If you're self-employed, it's likely that the decision to go into business on your own wasn't motivated by a love of finance. Of course, it might well be that you have a knack for the numbers, but we could all still do with a little help, particularly if the rationale for going into business by yourself had nothing to do with managing accounts. Yet those accounts still need to be managed, and your business cannot grow unless you stay in control of incomes and expenditures.

Brian is an amateur inventor, in the classic Sunday-afternoon-in-the-shed sense. Having created many interesting but fundamentally useless devices, he's struck upholstery-maintaining gold with a new solution to the problems of pet hairs and soft furnishings. Production levels of his invention are modest, but sales have been quite impressive and Brian has able to turn a profit. Despite having no prior knowledge of accounts, he's been able to keep a tight grip on the money coming in and going out, and he's been able to identify where changes need to be made to optimise profits. However, he hasn't stumbled upon a long-buried talent for managing his figures - he's been using Microsoft Excel 2010.

Of course, Brian starts with entering all the necessary numbers, from which any sums that need to be done are calculated automatically. Beyond merely collating and calculating, however, Excel can help Brian to expand his business with a wide range of tools for analysing his data, to better understand where his company is heading, what aspects are succeeding and which are impeding progress.

A number of different stores are stocking Brian's product, and it's important that he can see which are proving to be more or less successful. Conditional formatting in Excel gives him this information at a glance. Individual entries can be highlighted or marked with symbols (such as stars or traffic lights) in order to show immediately where all is well and where there is a concern, such as falling sales or increasing costs. Similarly, Excel 2010's Sparklines technology can automatically create miniature graphs within the spreadsheet data, allowing Brian to see how sales of his product from any one store have changed over a period of time, without needing to create separate charts.

However, this at-a-glance assessment has inevitable limitations. Sometimes, Brian will need a deeper level and thoroughness of analysis, and Excel certainly won't let him down in this department. An enormous range of charts, graphs and diagrams can be created from whichever aspect of his data Brian chooses, ensuring that he fully understands the nature and progress of the key figures - and he can easily combine charts and data on a dashboard, bringing all the most important details together in a single location. And should he wish to illustrate his creation's potential for a store that's considering carrying the product, he can share (electronically or in print) the dashboard and charts, making sure they include all the information that he could need to convince the potential seller.

Of course, meeting with the managers of these stores means that Brian spends ever more of his time away from his office (which, aptly enough, is also his shed). Fortunately, he can access his Excel spreadsheets from anywhere. The Excel Web App allows him to log on to his data from an ordinary web browser, and view it from any computer, wherever he may be - and with that, he can be confident of always being aware of how his nascent company is doing.

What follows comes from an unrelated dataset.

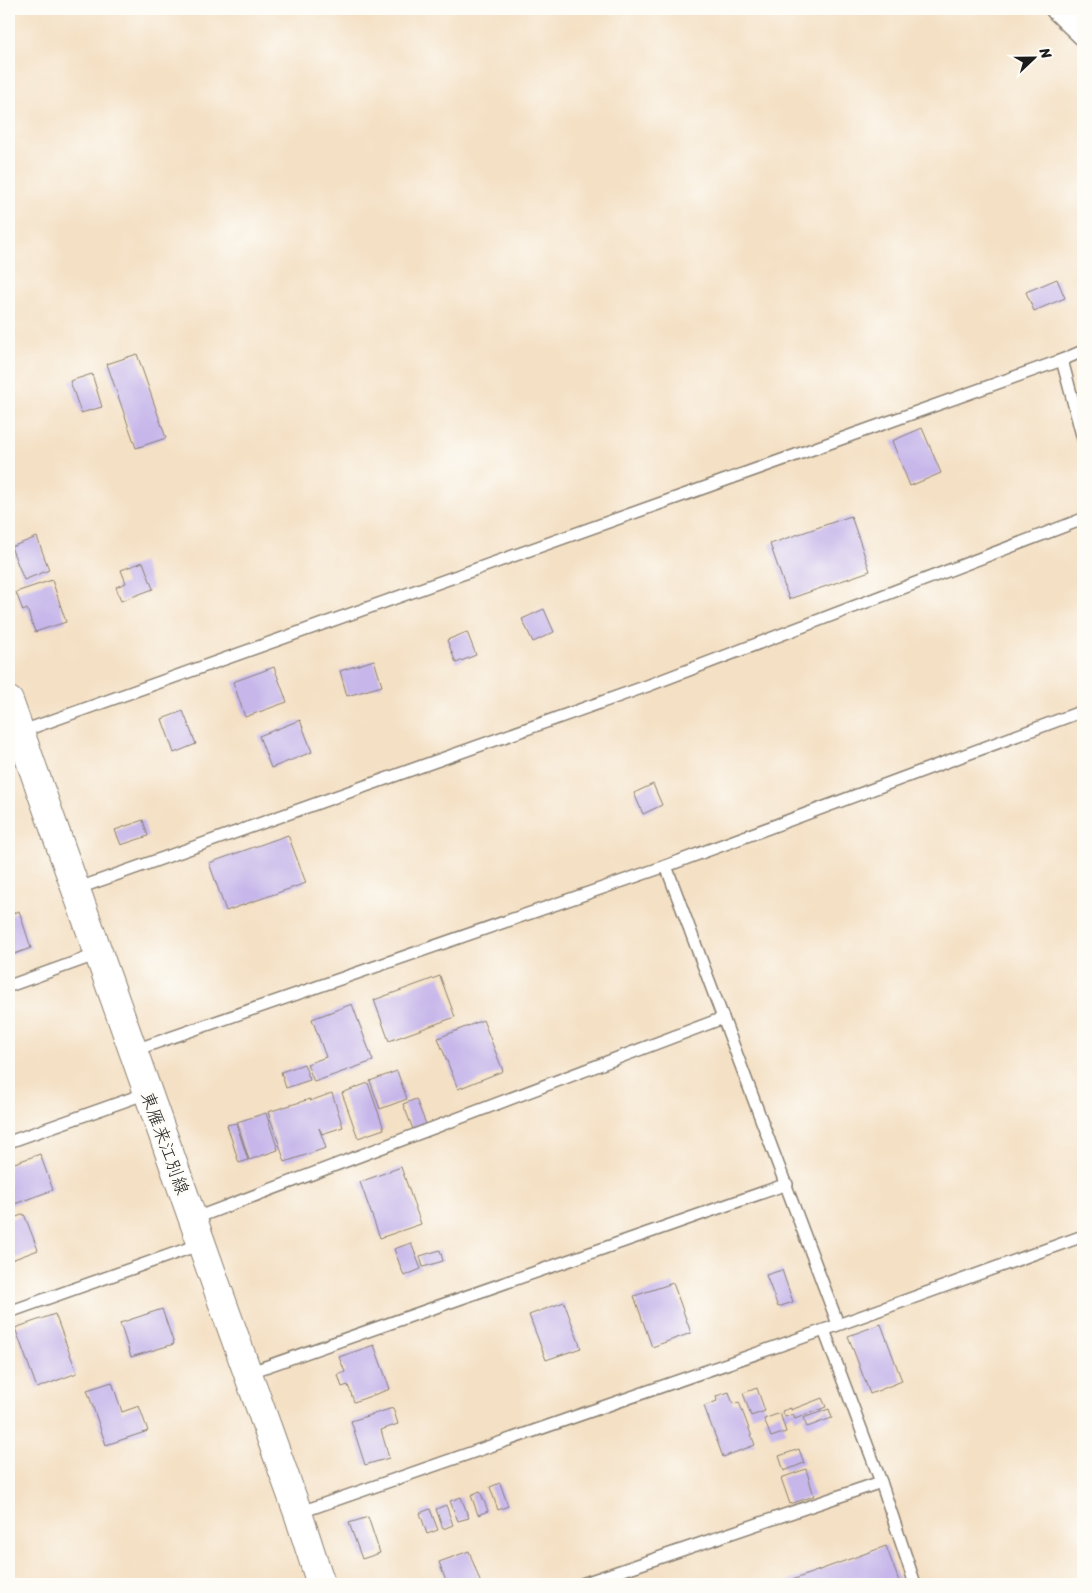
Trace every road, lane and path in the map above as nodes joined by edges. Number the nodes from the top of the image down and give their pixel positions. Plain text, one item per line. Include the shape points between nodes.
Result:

Brian may be an amateur inventor, but with Excel, he can be sure of managing his business as a professional. To this end, it would certainly be worthwhile for him to consider a short training course, to ensure that he can get the most benefit from the program's range of powerful and versatile tools. After all, he's finally come up with something that works - and Excel can help ensure that both he and his invention can fulfil their potential.